(What is required):
Locate the line that contains "Trace the roads other than paths in the street". Reproduce it and all following lines up to the end of the material, exactly and with nothing added.

(Materials provided):
————————
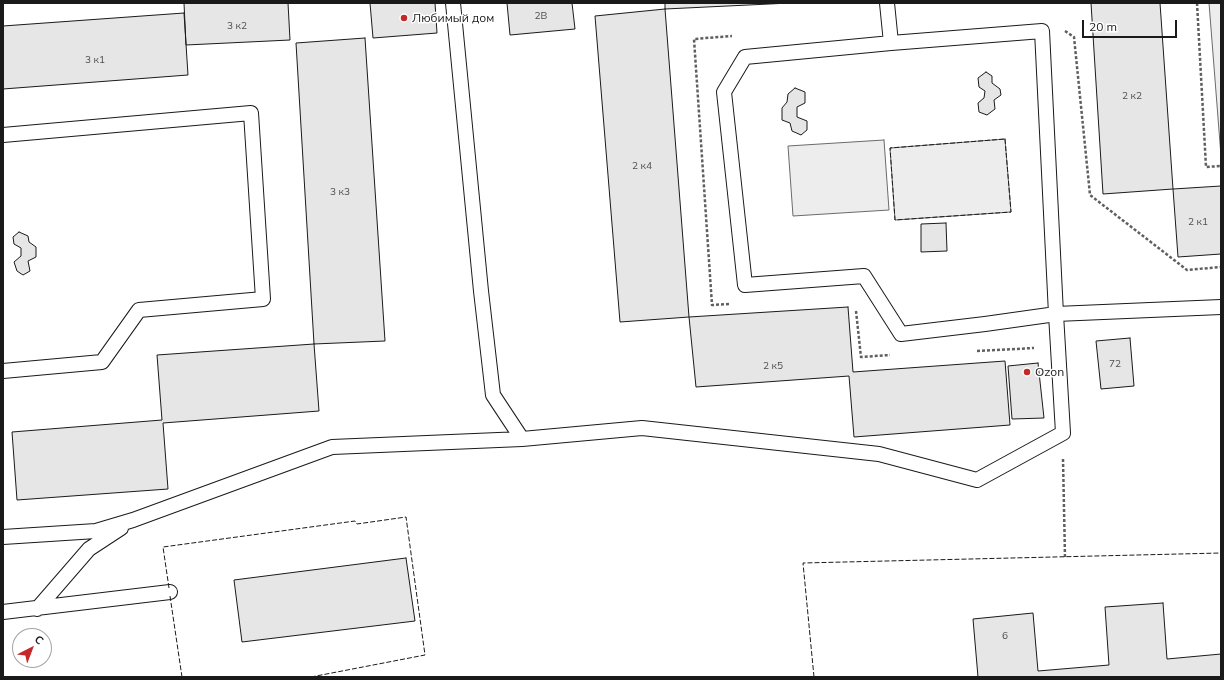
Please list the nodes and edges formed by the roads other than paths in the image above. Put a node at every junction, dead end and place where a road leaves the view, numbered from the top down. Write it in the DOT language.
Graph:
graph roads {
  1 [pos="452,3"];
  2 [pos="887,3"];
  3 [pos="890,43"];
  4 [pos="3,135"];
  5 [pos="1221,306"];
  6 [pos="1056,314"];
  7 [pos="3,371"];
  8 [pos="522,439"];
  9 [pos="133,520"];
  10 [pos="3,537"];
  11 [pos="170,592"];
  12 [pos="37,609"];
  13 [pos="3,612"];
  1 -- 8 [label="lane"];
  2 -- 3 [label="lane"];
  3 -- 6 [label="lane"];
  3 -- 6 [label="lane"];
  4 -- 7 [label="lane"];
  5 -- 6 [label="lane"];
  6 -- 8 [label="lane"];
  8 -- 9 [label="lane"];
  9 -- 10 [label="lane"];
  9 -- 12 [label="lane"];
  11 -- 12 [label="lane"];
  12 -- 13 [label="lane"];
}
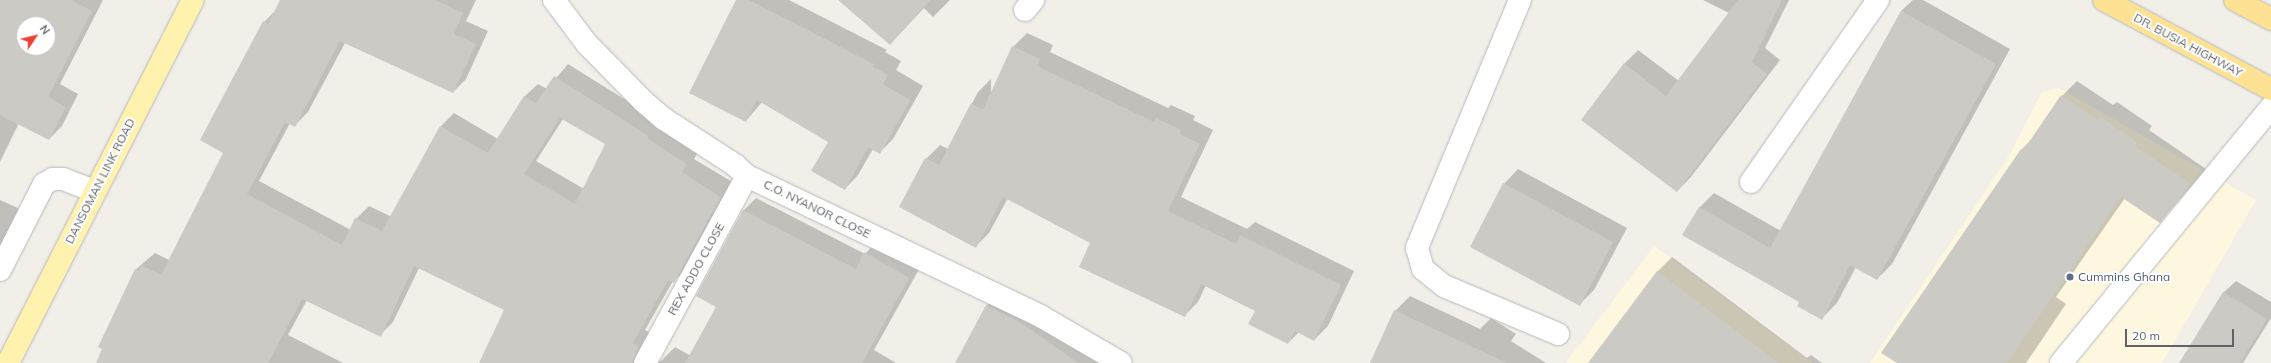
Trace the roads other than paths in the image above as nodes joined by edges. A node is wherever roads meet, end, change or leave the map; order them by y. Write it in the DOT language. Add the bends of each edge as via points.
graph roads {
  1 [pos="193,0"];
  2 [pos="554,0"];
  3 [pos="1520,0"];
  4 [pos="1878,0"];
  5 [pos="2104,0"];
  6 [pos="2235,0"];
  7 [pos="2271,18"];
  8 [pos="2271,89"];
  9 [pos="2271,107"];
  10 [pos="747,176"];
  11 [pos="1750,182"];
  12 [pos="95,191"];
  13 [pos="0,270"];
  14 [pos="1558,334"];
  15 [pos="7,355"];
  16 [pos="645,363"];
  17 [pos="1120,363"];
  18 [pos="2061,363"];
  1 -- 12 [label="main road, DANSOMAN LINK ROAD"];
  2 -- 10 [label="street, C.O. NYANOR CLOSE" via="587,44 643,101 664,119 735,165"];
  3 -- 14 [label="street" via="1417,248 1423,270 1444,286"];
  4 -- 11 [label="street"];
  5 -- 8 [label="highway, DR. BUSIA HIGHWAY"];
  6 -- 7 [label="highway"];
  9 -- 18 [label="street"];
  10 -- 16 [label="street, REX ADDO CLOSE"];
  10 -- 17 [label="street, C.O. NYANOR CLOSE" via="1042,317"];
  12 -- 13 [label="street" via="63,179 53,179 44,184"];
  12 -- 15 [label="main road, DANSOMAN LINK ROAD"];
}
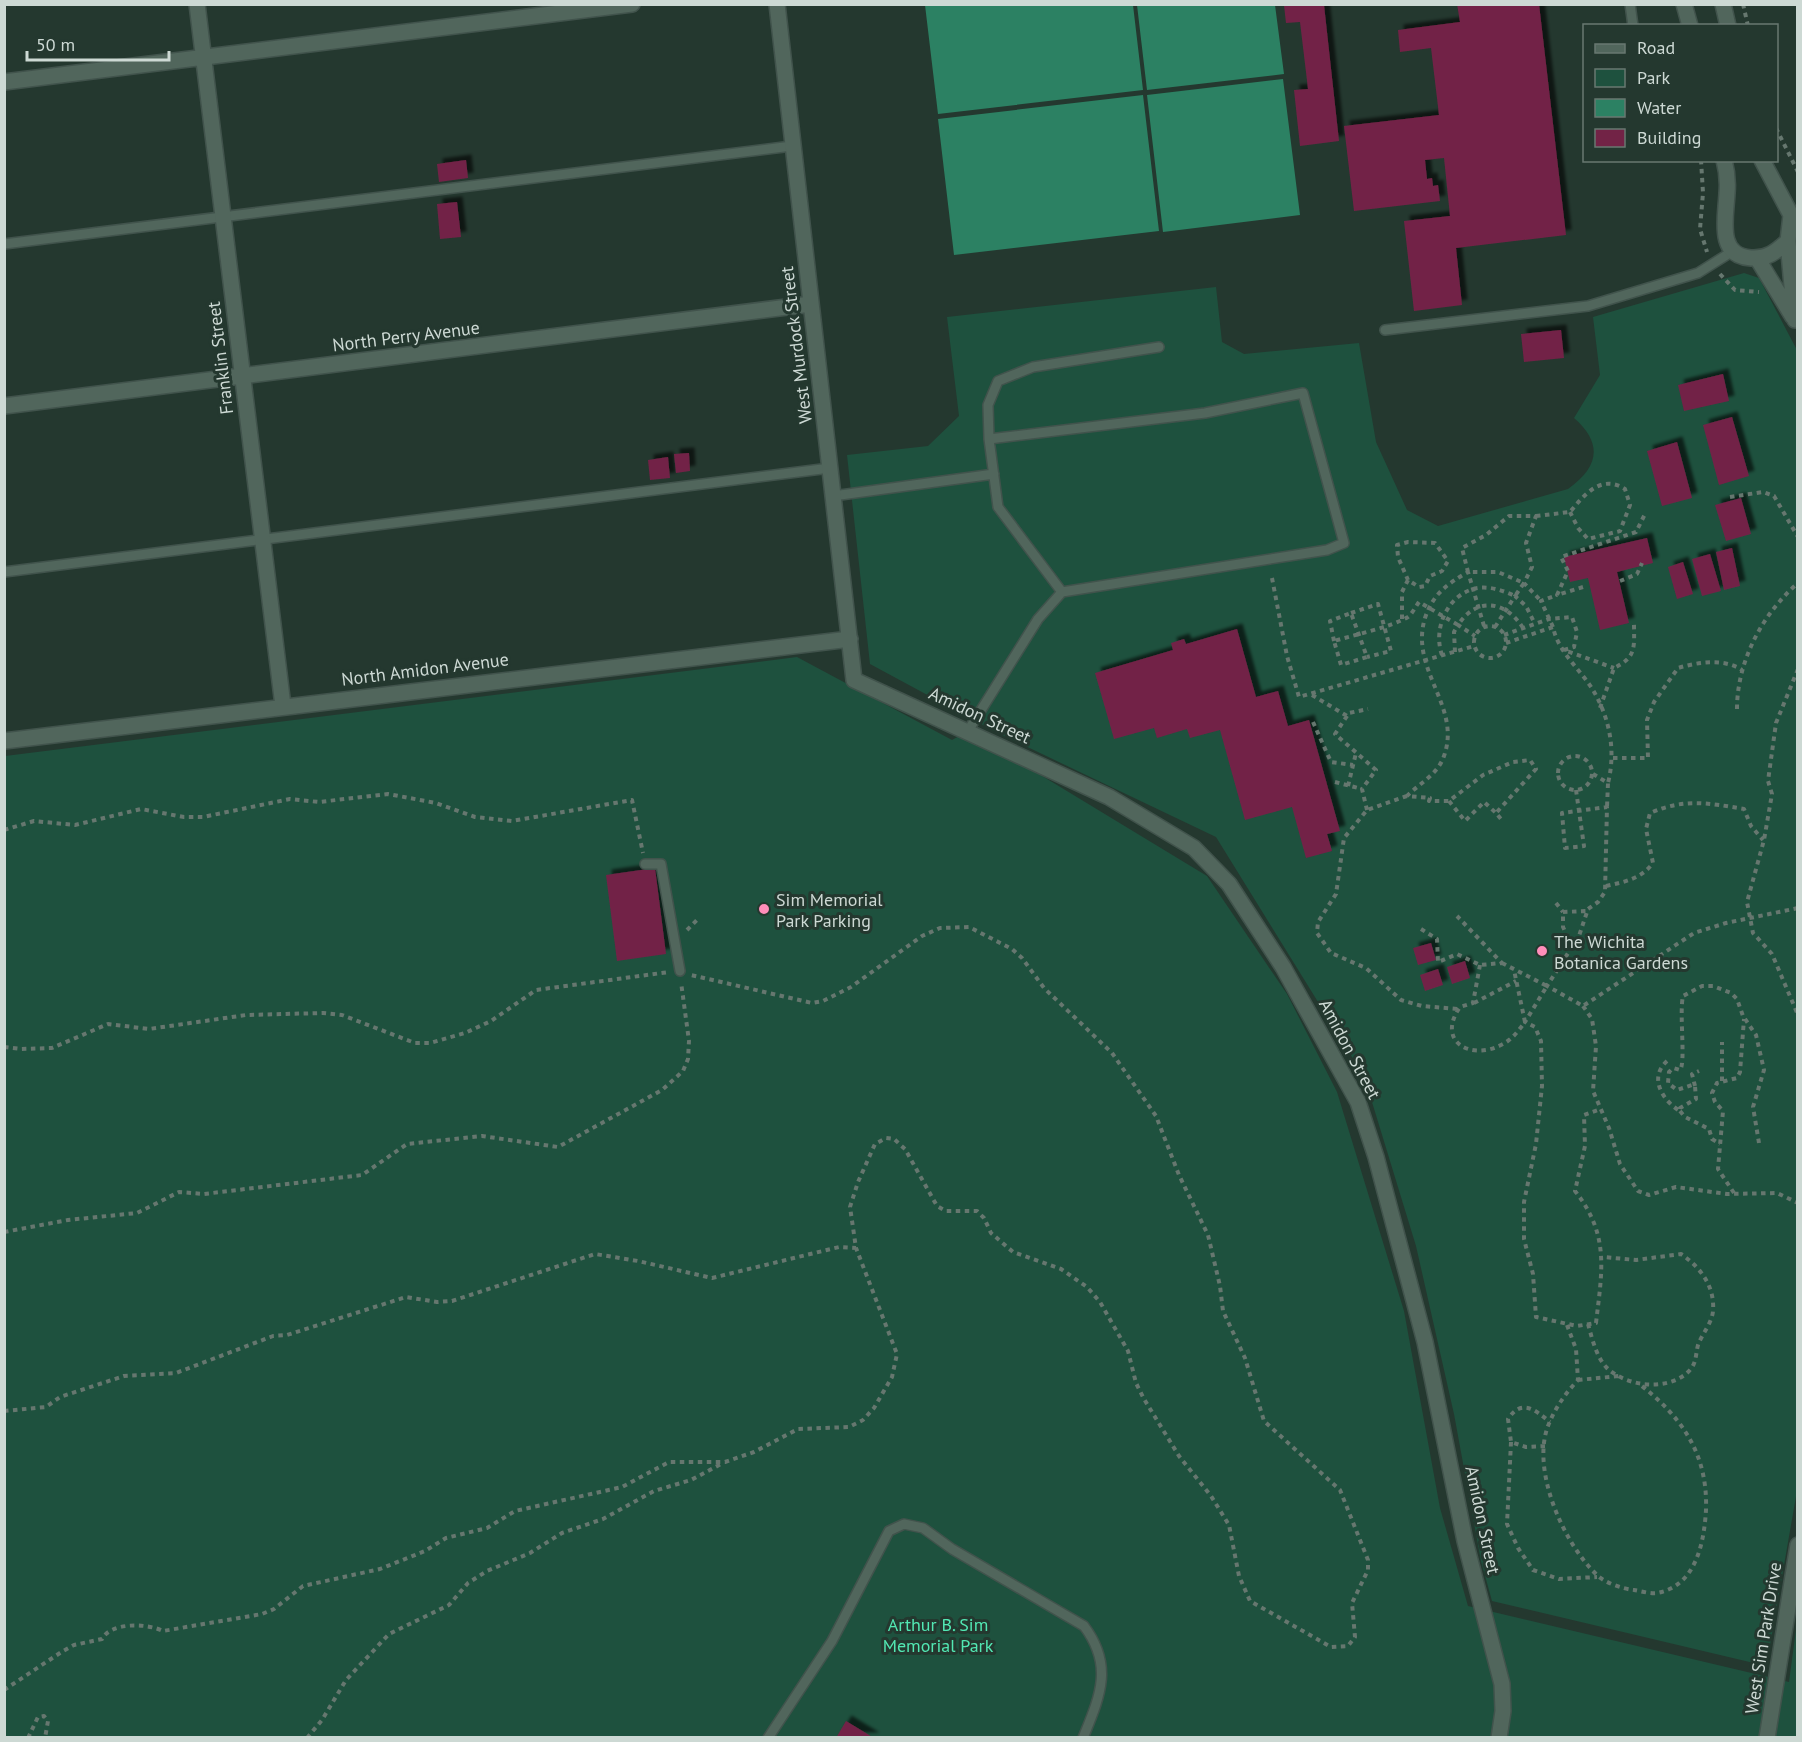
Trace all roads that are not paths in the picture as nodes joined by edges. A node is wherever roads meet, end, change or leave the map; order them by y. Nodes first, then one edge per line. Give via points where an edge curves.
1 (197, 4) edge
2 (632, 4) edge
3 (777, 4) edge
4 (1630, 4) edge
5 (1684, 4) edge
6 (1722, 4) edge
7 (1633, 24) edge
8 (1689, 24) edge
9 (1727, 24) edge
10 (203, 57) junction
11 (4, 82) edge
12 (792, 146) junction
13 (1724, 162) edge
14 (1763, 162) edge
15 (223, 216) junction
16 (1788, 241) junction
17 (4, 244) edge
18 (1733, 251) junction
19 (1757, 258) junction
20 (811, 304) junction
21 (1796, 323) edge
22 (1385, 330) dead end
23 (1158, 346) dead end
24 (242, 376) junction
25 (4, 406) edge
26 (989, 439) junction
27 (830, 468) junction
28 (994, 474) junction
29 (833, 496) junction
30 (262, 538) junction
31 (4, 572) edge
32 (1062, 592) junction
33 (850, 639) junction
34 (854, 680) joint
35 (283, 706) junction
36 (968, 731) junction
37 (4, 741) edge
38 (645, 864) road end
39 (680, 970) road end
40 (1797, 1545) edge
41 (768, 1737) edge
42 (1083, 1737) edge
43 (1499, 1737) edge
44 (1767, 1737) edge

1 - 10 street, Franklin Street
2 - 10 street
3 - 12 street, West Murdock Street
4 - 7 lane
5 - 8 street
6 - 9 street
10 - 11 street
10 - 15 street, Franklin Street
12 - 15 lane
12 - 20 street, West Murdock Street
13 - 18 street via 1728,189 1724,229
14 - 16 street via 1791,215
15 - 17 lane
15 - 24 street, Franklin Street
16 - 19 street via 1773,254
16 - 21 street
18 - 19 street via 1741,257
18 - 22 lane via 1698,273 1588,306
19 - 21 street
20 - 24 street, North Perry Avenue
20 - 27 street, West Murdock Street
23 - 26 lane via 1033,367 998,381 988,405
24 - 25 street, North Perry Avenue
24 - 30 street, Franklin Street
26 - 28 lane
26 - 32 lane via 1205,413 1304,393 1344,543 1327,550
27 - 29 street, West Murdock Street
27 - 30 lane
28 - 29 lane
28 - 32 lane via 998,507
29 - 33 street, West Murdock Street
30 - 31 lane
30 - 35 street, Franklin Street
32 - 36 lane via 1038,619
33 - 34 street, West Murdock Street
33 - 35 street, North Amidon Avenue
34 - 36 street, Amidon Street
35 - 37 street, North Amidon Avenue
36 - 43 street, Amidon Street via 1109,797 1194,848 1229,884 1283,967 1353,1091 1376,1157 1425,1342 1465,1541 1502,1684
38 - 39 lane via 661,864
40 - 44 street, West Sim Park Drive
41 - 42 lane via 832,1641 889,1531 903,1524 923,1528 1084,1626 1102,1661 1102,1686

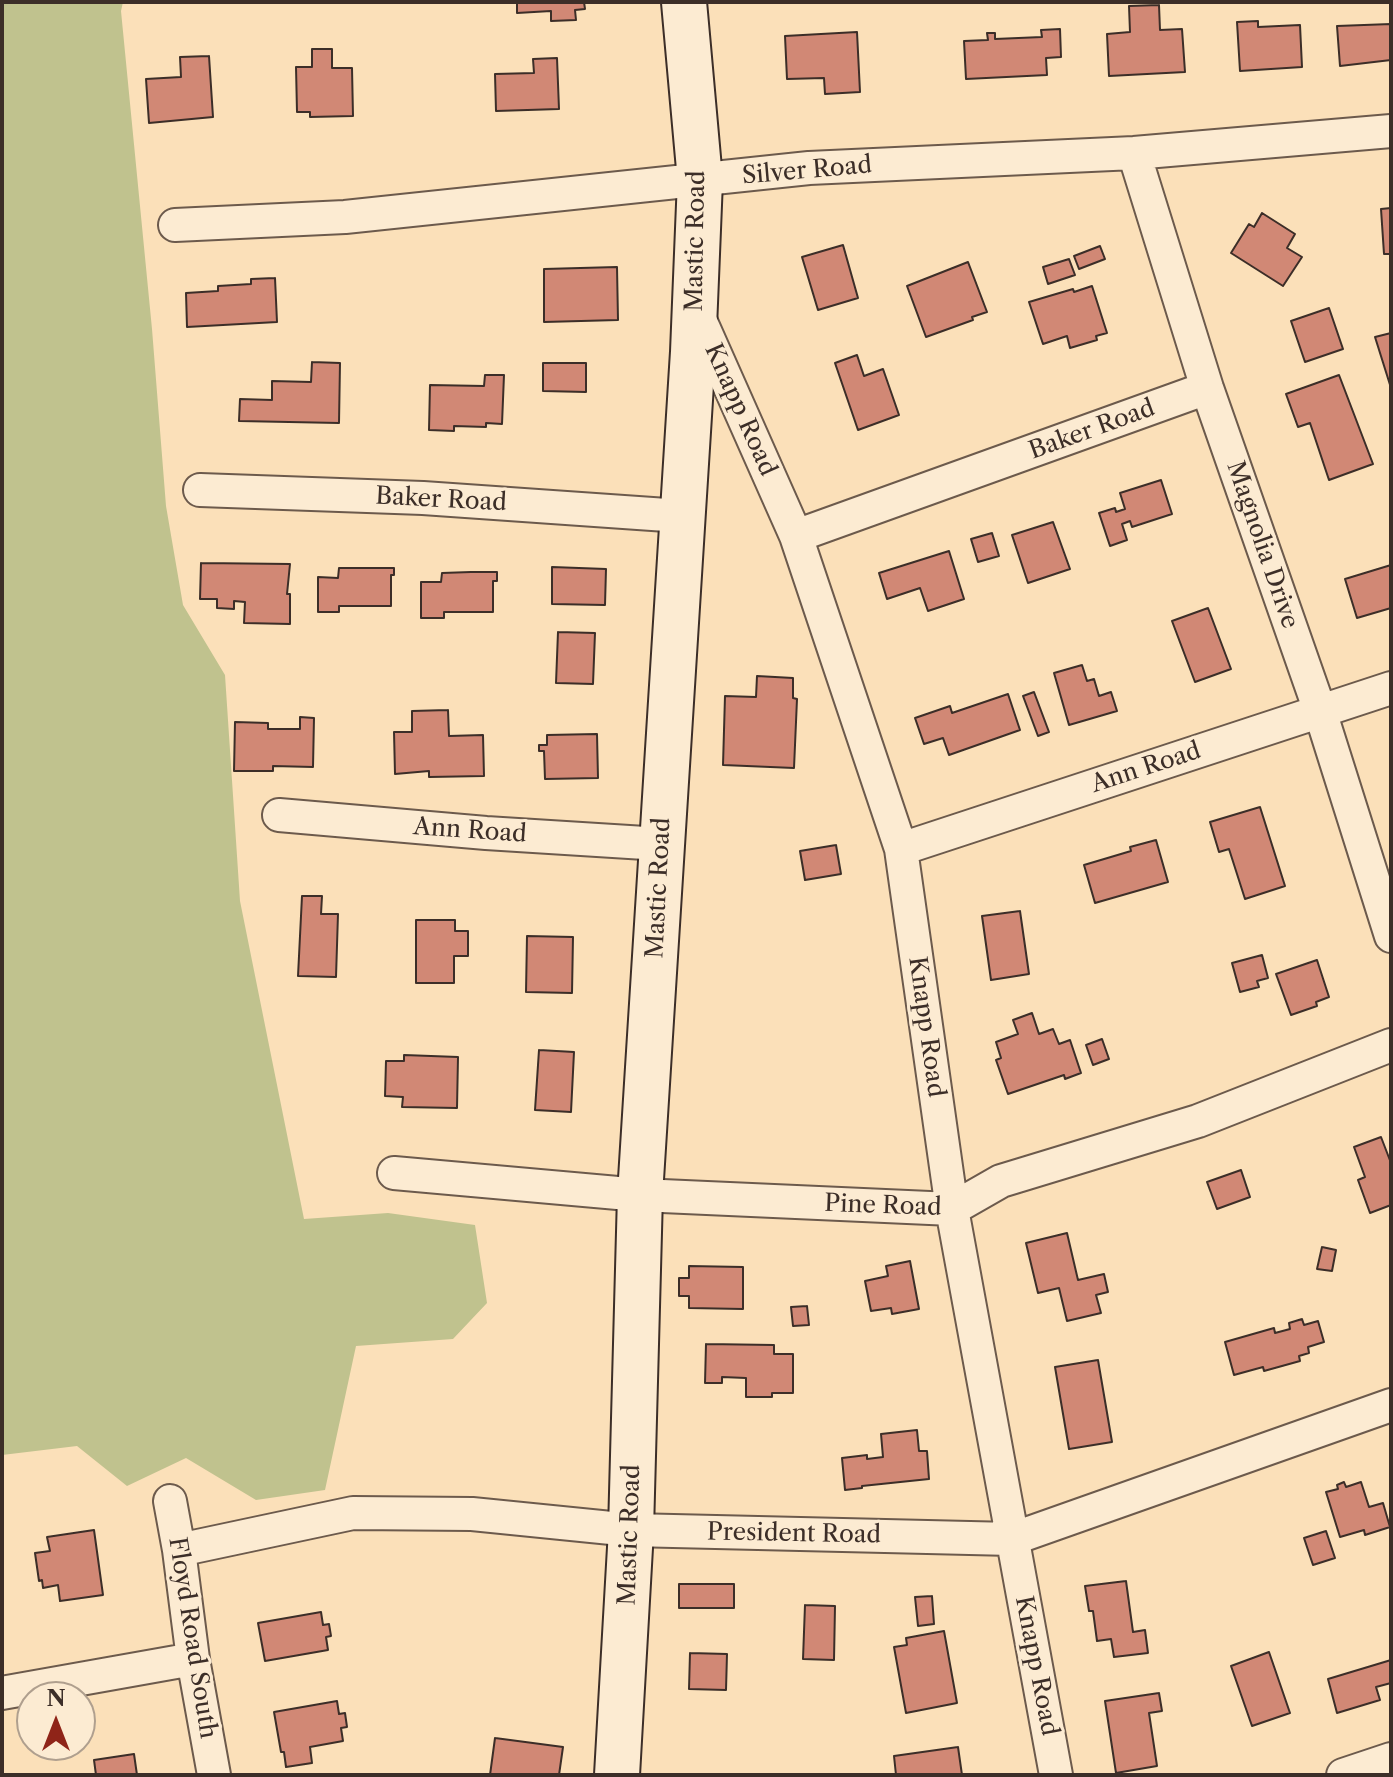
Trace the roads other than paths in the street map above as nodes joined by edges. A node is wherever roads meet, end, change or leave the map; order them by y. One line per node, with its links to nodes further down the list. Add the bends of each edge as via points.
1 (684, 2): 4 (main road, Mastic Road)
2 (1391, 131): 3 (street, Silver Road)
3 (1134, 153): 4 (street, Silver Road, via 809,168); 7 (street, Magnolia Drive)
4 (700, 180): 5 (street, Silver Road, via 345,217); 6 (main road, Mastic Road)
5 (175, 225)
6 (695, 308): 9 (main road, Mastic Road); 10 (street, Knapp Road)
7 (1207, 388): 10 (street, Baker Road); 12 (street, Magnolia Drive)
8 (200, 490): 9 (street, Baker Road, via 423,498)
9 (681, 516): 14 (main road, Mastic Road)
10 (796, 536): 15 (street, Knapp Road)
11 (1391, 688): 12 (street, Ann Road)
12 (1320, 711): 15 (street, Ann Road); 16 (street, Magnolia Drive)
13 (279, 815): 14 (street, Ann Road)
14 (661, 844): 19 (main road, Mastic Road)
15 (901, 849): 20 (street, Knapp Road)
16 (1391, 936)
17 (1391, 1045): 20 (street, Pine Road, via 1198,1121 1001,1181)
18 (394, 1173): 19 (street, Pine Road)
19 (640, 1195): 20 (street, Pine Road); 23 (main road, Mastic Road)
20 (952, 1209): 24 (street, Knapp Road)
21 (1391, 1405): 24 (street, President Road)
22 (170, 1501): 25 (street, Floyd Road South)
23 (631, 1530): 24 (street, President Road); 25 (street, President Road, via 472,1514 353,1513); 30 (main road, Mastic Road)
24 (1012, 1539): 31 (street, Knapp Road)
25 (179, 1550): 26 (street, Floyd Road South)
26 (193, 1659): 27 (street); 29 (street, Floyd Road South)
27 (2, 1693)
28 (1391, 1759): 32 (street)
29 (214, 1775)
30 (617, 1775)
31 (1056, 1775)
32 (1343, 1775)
————————
(Answer to the problem):
Trace the roads other than paths in the street map above as nodes joined by edges. A node is wherever roads meet, end, change or leave the map; order them by y. One line per node, with its links to nodes further down the list. Add the bends of each edge as via points.
1 (684, 2): 4 (main road, Mastic Road)
2 (1391, 131): 3 (street, Silver Road)
3 (1134, 153): 4 (street, Silver Road, via 809,168); 7 (street, Magnolia Drive)
4 (700, 180): 5 (street, Silver Road, via 345,217); 6 (main road, Mastic Road)
5 (175, 225)
6 (695, 308): 9 (main road, Mastic Road); 10 (street, Knapp Road)
7 (1207, 388): 10 (street, Baker Road); 12 (street, Magnolia Drive)
8 (200, 490): 9 (street, Baker Road, via 423,498)
9 (681, 516): 14 (main road, Mastic Road)
10 (796, 536): 15 (street, Knapp Road)
11 (1391, 688): 12 (street, Ann Road)
12 (1320, 711): 15 (street, Ann Road); 16 (street, Magnolia Drive)
13 (279, 815): 14 (street, Ann Road)
14 (661, 844): 19 (main road, Mastic Road)
15 (901, 849): 20 (street, Knapp Road)
16 (1391, 936)
17 (1391, 1045): 20 (street, Pine Road, via 1198,1121 1001,1181)
18 (394, 1173): 19 (street, Pine Road)
19 (640, 1195): 20 (street, Pine Road); 23 (main road, Mastic Road)
20 (952, 1209): 24 (street, Knapp Road)
21 (1391, 1405): 24 (street, President Road)
22 (170, 1501): 25 (street, Floyd Road South)
23 (631, 1530): 24 (street, President Road); 25 (street, President Road, via 472,1514 353,1513); 30 (main road, Mastic Road)
24 (1012, 1539): 31 (street, Knapp Road)
25 (179, 1550): 26 (street, Floyd Road South)
26 (193, 1659): 27 (street); 29 (street, Floyd Road South)
27 (2, 1693)
28 (1391, 1759): 32 (street)
29 (214, 1775)
30 (617, 1775)
31 (1056, 1775)
32 (1343, 1775)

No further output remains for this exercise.